PROVIDED DATA Start Marker
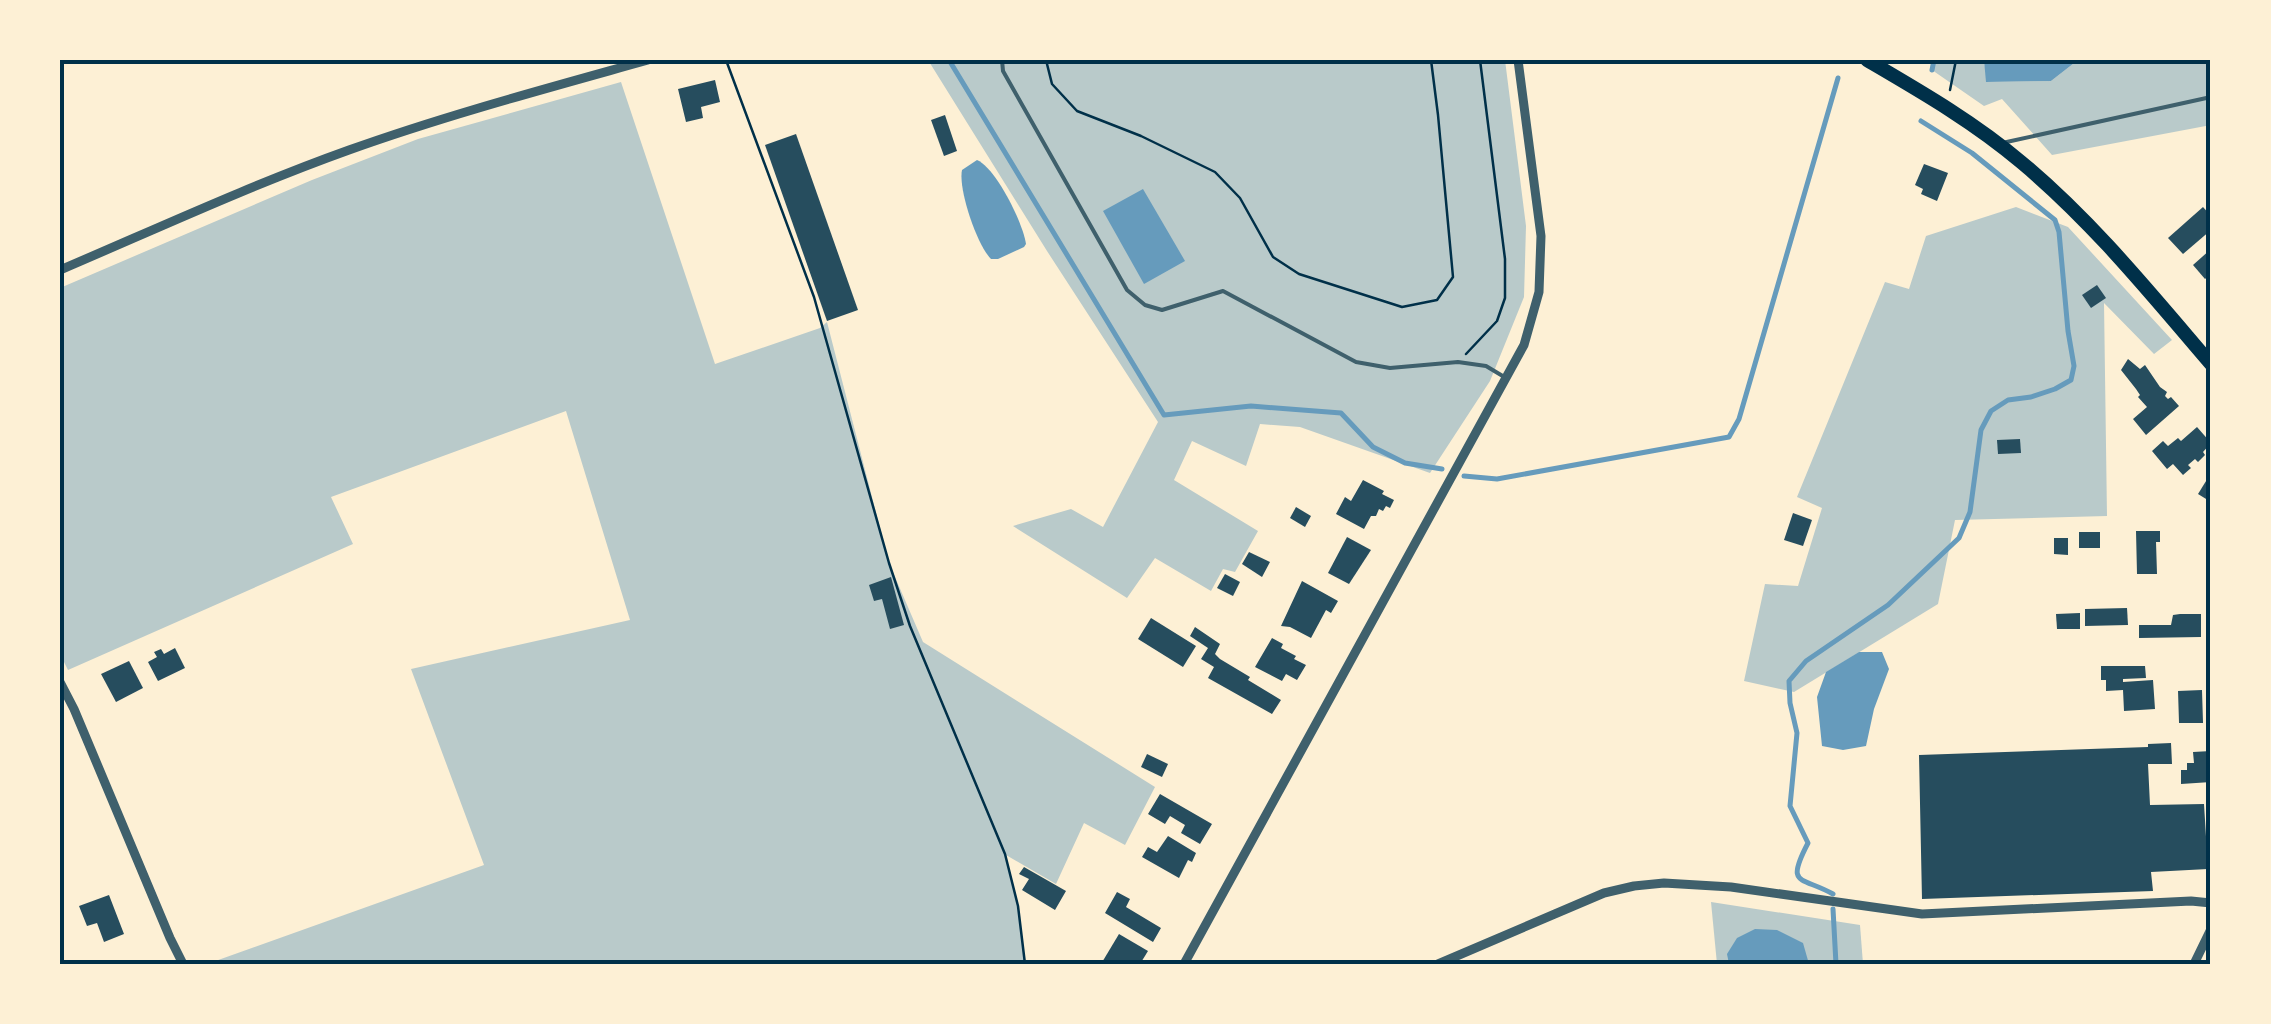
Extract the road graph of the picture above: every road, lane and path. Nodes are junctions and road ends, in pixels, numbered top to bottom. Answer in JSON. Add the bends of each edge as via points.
PROVIDED DATA End Marker
PROVIDED DATA Start Marker
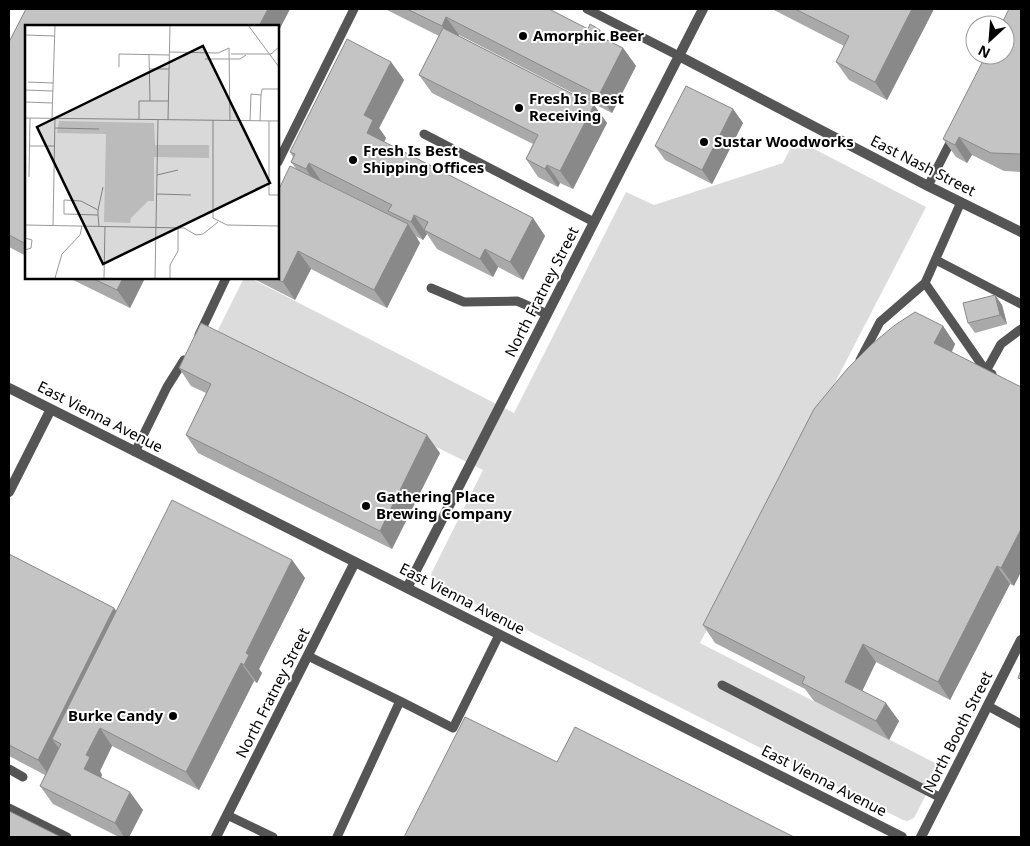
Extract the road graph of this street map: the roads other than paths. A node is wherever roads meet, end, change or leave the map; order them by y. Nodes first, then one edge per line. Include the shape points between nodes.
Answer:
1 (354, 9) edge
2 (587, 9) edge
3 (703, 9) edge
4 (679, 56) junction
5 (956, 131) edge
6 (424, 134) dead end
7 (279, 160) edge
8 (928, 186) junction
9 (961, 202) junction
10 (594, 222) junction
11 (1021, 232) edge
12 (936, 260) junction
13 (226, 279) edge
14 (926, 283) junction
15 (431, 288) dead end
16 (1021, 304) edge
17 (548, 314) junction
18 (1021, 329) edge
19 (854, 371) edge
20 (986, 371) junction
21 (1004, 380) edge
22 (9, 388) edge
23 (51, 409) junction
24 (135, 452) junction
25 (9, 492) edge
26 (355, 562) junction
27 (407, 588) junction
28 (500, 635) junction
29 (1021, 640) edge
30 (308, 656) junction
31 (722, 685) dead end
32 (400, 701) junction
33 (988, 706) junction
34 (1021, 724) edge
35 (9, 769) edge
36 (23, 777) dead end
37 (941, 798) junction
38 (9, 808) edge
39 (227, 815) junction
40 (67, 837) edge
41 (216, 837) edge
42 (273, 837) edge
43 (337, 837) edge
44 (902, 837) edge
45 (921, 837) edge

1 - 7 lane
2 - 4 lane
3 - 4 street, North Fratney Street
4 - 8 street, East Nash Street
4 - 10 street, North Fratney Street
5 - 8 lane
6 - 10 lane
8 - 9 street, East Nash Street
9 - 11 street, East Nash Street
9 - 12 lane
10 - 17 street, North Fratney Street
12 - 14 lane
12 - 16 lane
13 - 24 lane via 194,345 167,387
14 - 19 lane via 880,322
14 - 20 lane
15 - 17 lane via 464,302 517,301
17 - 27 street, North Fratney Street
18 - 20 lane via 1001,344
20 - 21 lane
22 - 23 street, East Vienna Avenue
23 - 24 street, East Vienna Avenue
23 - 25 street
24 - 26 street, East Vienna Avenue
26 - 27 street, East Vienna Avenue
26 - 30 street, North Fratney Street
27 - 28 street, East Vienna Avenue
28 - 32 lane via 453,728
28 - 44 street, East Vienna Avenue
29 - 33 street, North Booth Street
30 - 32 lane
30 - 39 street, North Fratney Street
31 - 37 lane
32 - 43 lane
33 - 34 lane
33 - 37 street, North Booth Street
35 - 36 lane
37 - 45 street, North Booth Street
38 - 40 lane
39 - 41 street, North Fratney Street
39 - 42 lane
PROVIDED DATA End Marker
Only lines holding "road" are wanted; copy all of them from the listing.

■ EXPECTED ANSWER:
Extract the road graph of the picture above: every road, lane and path. Nodes are junctions and road ends, in pixels, numbered top to bottom. Answer in JSON. Add the bends of each edge as via points.
Extract the road graph of this street map: the roads other than paths. A node is wherever roads meet, end, change or leave the map; order them by y. Nodes first, then one edge per line. Include the shape points between nodes.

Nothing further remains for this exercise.